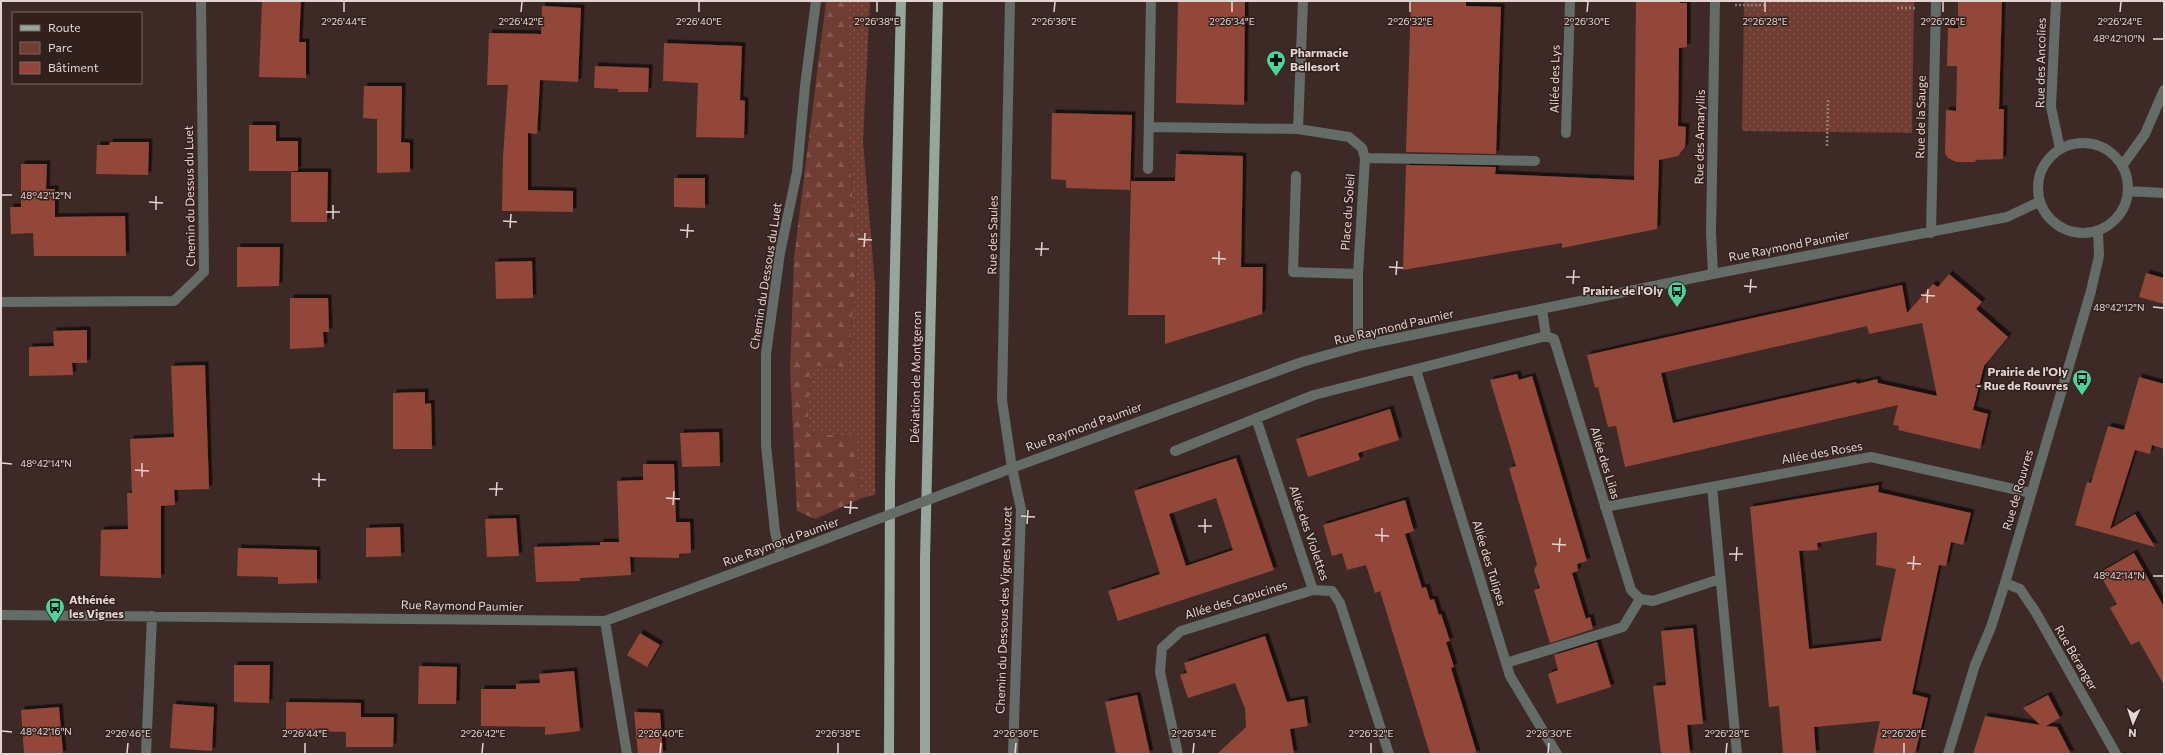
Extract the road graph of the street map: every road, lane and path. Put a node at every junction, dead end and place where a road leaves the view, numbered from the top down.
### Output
1 (201, 1) edge
2 (816, 1) edge
3 (901, 1) edge
4 (938, 1) edge
5 (1010, 1) edge
6 (1151, 1) edge
7 (1302, 1) edge
8 (1570, 1) edge
9 (1936, 1) edge
10 (2056, 1) edge
11 (1714, 3) edge
12 (1766, 5) dead end
13 (2164, 90) edge
14 (1828, 100) dead end
15 (1149, 127) junction
16 (1298, 129) junction
17 (1566, 133) dead end
18 (1827, 146) dead end
19 (2060, 149) junction
20 (1365, 158) junction
21 (1535, 161) dead end
22 (2122, 166) junction
23 (1148, 170) dead end
24 (1296, 176) dead end
25 (2128, 191) junction
26 (2164, 193) edge
27 (2039, 202) junction
28 (2098, 231) junction
29 (1931, 233) junction
30 (1358, 274) junction
31 (1713, 274) junction
32 (1, 302) edge
33 (1542, 310) junction
34 (1546, 336) junction
35 (1363, 346) junction
36 (1416, 370) junction
37 (1256, 418) junction
38 (1175, 451) dead end
39 (1012, 468) junction
40 (1712, 486) junction
41 (2031, 493) junction
42 (1605, 507) junction
43 (781, 556) junction
44 (1720, 579) junction
45 (2005, 583) junction
46 (1312, 590) junction
47 (1640, 599) junction
48 (1, 615) edge
49 (152, 616) junction
50 (605, 621) junction
51 (1506, 663) junction
52 (146, 754) edge
53 (627, 754) edge
54 (889, 754) edge
55 (925, 754) edge
56 (1013, 754) edge
57 (1178, 754) edge
58 (1389, 754) edge
59 (1557, 754) edge
60 (1737, 754) edge
61 (1948, 754) edge
62 (2116, 754) edge

1 - 32 street, Chemin du Dessus du Luet
2 - 43 street, Chemin du Dessous du Luet
3 - 54 main road, Déviation de Montgeron
4 - 55 main road, Déviation de Montgeron
5 - 39 street, Rue des Saules
6 - 15 street
7 - 16 street
8 - 17 street, Allée des Lys
9 - 29 street, Rue de la Sauge
10 - 19 street, Rue des Ancolies
11 - 12 path
11 - 31 street, Rue des Amaryllis
13 - 22 street
14 - 18 path
15 - 16 street, Place du Soleil
15 - 23 street
16 - 20 street, Place du Soleil
19 - 22 street
19 - 27 street
20 - 21 street
20 - 30 street, Place du Soleil
22 - 25 street
24 - 30 street
25 - 26 street
25 - 28 street
27 - 28 street
27 - 29 street, Rue Raymond Paumier
28 - 41 street, Rue de Rouvres
29 - 31 street, Rue Raymond Paumier
30 - 35 street, Place du Soleil
31 - 33 street, Rue Raymond Paumier
33 - 34 street
33 - 35 street, Rue Raymond Paumier
34 - 36 street
34 - 42 street, Allée des Lilas
35 - 39 street, Rue Raymond Paumier
36 - 37 street
36 - 51 street, Allée des Tulipes
37 - 38 street
37 - 46 street, Allée des Violettes
39 - 43 street, Rue Raymond Paumier, bridge
39 - 56 street, Chemin du Dessous des Vignes Nouzet
40 - 41 street, Allée des Roses
40 - 42 street, Allée des Roses
40 - 44 street
41 - 45 street, Rue de Rouvres
42 - 47 street, Allée des Lilas
43 - 50 street, Rue Raymond Paumier
44 - 47 street
44 - 60 street
45 - 61 street, Rue de Rouvres
45 - 62 street, Rue Béranger
46 - 57 street, Allée des Capucines
46 - 58 street, Allée des Violettes
47 - 51 street
48 - 49 street, Rue Raymond Paumier
49 - 50 street, Rue Raymond Paumier
49 - 52 street
50 - 53 street
51 - 59 street, Allée des Tulipes

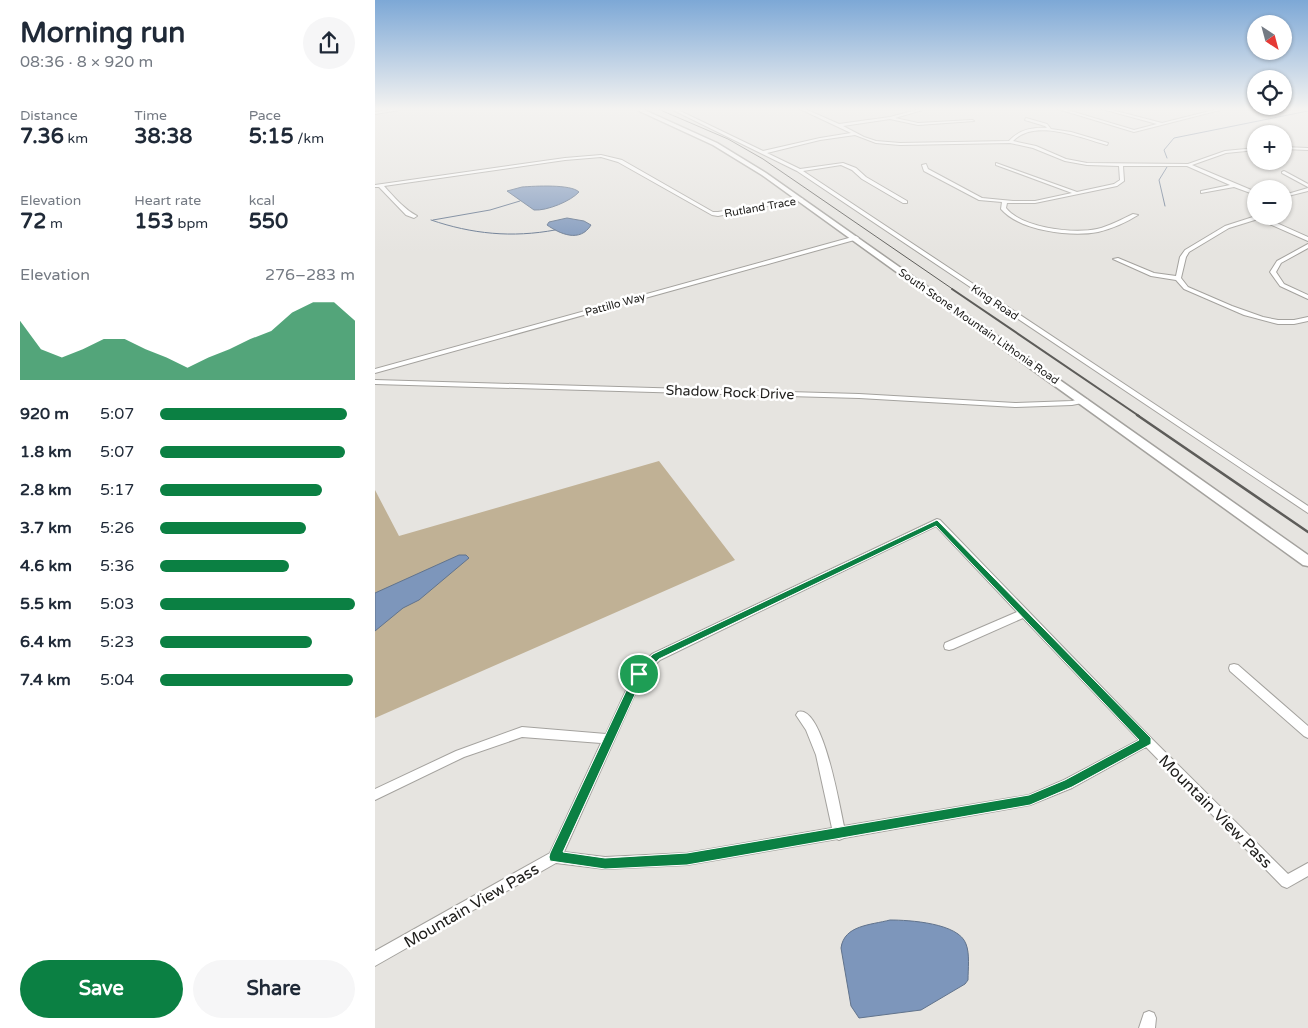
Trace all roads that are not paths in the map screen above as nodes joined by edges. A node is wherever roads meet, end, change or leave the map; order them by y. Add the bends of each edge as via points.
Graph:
1 (589, 157) edge
2 (605, 157) edge
3 (737, 157) edge
4 (774, 157) edge
5 (1062, 157) edge
6 (1211, 157) edge
7 (998, 164) dead end
8 (924, 165) dead end
9 (1121, 165) junction
10 (1188, 165) junction
11 (799, 170) junction
12 (1284, 172) dead end
13 (1235, 185) junction
14 (378, 186) edge
15 (1308, 187) edge
16 (1247, 190) edge
17 (1075, 192) junction
18 (1203, 192) dead end
19 (1292, 193) edge
20 (801, 199) junction
21 (1005, 201) junction
22 (905, 202) dead end
23 (1135, 215) dead end
24 (414, 216) dead end
25 (1247, 221) edge
26 (1277, 225) edge
27 (855, 238) junction
28 (1308, 239) edge
29 (1308, 246) edge
30 (1116, 259) dead end
31 (1178, 278) junction
32 (1308, 297) edge
33 (1308, 319) edge
34 (375, 371) edge
35 (375, 382) edge
36 (1083, 400) junction
37 (1308, 510) edge
38 (1308, 562) edge
39 (1024, 613) junction
40 (949, 646) dead end
41 (1234, 668) dead end
42 (802, 715) dead end
43 (1308, 733) edge
44 (607, 739) junction
45 (1147, 741) junction
46 (375, 795) edge
47 (839, 834) junction
48 (555, 857) junction
49 (1308, 869) edge
50 (375, 959) edge

1 - 14 street, Rutland Trace
2 - 20 street, Rutland Trace via 620,161 711,213
3 - 20 main road, South Stone Mountain Lithonia Road
4 - 11 street, King Road
5 - 9 street via 1077,163
6 - 10 street
7 - 17 street
8 - 21 street via 926,170 981,199
9 - 10 street
9 - 17 street via 1123,174 1119,184
10 - 13 street
11 - 22 street via 843,162
11 - 37 street, King Road
12 - 15 street
13 - 16 street
13 - 18 street
14 - 24 street
15 - 19 street
17 - 21 street via 1035,202
20 - 27 main road, South Stone Mountain Lithonia Road
21 - 23 street via 1005,212 1045,228 1085,232
25 - 31 street via 1227,227 1187,251
26 - 28 street
27 - 34 street, Pattillo Way
27 - 36 main road, South Stone Mountain Lithonia Road
29 - 32 street via 1279,262 1273,272 1282,284
30 - 31 street via 1153,275
31 - 33 street via 1185,288 1264,320 1284,323
35 - 36 street, Shadow Rock Drive via 859,396 1015,405
36 - 38 main road, South Stone Mountain Lithonia Road
39 - 40 street
39 - 44 street, Mountain View Pass via 937,522 656,657 639,674
39 - 45 street, Mountain View Pass
41 - 43 street
42 - 47 street via 817,738
44 - 46 street via 522,732 460,754
44 - 48 street, Mountain View Pass
45 - 47 street via 1069,784 1030,800
45 - 49 street, Mountain View Pass via 1287,882
47 - 48 street via 656,862 605,863
48 - 50 street, Mountain View Pass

__________________________________________________

What you should do =
Figure out how many lines of the listing above include "Violettes"; the answer is that number alone.

Output for this task =
2